The self-proclaimed provocative speaker spoke his mind about the legal limits that prevent companies from having better security at the Toronto-based Infosecurity Canada conference Thursday. In his view, such laws prevent organizations from identifying “the enemy” when are hiring for security-sensitive positions.

“You can’t hire folks and ask them ‘are you gay, are you a hermaphrodite, are you going to blow us up, are you a terrorist, what’s your religion,’ whatever it is,” he says. “So we’re putting people into mission-critical situations and operations within an organization without knowing their proclivities or their tendencies and behaviour.”

But the long-time advocate for security awareness is off-base with his remarks, say workplace hiring experts. In Canada, asking someone about their sexual orientation, race, or gender during a job interview is illegal, and is in no way an indication of their deceptiveness.

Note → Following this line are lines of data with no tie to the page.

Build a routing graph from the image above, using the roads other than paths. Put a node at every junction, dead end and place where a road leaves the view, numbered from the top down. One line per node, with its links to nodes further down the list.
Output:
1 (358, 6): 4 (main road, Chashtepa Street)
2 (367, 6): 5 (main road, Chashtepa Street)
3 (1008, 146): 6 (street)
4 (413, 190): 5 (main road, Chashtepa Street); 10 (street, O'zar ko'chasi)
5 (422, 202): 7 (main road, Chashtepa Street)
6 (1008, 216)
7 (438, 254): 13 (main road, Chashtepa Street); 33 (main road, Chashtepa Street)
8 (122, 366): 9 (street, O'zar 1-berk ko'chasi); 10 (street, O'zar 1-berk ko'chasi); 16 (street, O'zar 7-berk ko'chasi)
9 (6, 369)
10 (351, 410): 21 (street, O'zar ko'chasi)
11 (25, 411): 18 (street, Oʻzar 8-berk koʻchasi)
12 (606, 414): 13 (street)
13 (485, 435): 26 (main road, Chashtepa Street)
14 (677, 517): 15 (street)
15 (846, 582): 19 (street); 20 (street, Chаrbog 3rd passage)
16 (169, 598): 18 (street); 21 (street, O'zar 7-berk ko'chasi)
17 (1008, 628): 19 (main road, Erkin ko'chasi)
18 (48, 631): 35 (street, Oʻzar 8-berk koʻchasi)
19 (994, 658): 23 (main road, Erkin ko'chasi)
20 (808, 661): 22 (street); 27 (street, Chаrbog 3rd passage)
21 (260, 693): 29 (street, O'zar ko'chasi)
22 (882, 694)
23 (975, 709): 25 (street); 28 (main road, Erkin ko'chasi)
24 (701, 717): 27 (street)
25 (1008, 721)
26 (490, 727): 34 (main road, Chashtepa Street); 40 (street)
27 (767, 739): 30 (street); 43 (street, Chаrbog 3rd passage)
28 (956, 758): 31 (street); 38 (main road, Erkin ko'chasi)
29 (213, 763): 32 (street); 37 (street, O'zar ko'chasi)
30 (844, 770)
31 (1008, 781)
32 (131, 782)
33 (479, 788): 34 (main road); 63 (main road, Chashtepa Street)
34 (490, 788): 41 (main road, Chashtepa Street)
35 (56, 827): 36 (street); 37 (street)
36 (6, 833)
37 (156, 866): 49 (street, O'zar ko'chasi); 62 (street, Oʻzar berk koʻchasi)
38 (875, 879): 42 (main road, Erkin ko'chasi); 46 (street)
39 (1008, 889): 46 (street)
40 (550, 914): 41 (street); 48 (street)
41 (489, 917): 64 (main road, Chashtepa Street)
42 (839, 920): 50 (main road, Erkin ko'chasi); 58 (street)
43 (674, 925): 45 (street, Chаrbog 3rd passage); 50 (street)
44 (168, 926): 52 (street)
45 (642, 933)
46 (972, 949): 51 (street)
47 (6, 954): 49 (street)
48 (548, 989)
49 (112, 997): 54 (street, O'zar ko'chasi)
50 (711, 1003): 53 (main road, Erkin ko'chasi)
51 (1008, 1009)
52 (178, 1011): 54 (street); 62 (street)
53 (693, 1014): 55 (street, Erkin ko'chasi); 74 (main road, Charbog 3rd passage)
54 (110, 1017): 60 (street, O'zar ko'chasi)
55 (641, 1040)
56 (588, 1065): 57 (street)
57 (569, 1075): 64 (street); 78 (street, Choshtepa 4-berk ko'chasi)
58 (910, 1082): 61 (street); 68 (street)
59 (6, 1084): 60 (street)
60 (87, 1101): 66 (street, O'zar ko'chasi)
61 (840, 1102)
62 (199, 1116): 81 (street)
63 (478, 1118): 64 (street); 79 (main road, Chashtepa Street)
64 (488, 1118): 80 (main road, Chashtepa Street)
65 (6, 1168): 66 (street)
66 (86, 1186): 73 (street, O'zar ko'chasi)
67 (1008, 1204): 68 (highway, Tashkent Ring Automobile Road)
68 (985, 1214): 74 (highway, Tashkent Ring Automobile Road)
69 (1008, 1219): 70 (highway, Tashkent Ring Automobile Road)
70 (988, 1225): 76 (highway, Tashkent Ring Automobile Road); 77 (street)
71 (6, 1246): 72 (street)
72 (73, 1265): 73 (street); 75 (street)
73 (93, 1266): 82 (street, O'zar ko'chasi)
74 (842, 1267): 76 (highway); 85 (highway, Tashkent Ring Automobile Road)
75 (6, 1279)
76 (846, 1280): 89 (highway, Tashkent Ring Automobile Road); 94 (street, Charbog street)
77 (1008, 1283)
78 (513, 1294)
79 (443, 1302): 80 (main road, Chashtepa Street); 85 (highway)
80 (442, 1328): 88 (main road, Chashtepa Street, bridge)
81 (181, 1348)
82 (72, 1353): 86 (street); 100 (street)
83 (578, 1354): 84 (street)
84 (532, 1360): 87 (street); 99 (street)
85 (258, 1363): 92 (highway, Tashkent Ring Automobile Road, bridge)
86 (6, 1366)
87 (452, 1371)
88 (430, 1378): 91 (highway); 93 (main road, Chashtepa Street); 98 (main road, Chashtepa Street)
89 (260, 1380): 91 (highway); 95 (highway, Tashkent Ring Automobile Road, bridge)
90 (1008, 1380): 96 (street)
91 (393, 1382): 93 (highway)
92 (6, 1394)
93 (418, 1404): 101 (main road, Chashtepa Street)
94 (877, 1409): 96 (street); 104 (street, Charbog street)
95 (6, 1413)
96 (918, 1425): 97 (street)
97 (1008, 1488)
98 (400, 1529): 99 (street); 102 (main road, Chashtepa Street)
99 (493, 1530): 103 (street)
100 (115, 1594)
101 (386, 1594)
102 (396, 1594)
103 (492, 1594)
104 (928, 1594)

“Someone not revealing their sexual orientation or their race in no way suggests they’re going to be deceptive,” says David Zweig, a professor at University of Toronto’s Joseph L. Rotman School of Management. “Collecting that type of information is illegal.”

His opinion is echoed by colleague and assistant professor Julie McCarthy.

“Data shows that it is not only politically incorrect to select candidates based on demographics, but it is not productive either,” she says. “It is also illegal.”

Schwartau backs up his opinion that law is interfering maintaining security by pointing to seemingly ridiculous law suits in the US: A woman who attempt to sue a fast food chain because her hot coffee burned her lap when it spilt, for example, or a robber who sued his would-be victims when he broke his leg after breaking into their home.

As a security consultant, he’s seen gender issues compromise a client’s security before. A department largely staffed by women was barred access from corporate information they didn’t need, and a complaint lodged with Human Resources was eventually escalated to a legal case, he says. In the world of electronic access, not everyone is made equal.

“Political correctness is a disaster from a security standpoint,” he explains. “Because we’re trying to work on the assumption that all people are equal and everyone should have the same rights electronically within an organization and none of that is true.”

Focusing on the specifics about the skills relevant to the job is still the best way to assess candidates, Zweig says. Stick to previous experience, education and skills to stay well within the realms of legality and increase chances of hiring a good fit.

When it comes to trying to guess if an employee will deceive your company at some point in the future, a proper psychological assessment is a good way to go about it. Companies can find psychological firms that specialize in hiring and hire a PhD-level psychologist to do legal and helpful testing of candidates.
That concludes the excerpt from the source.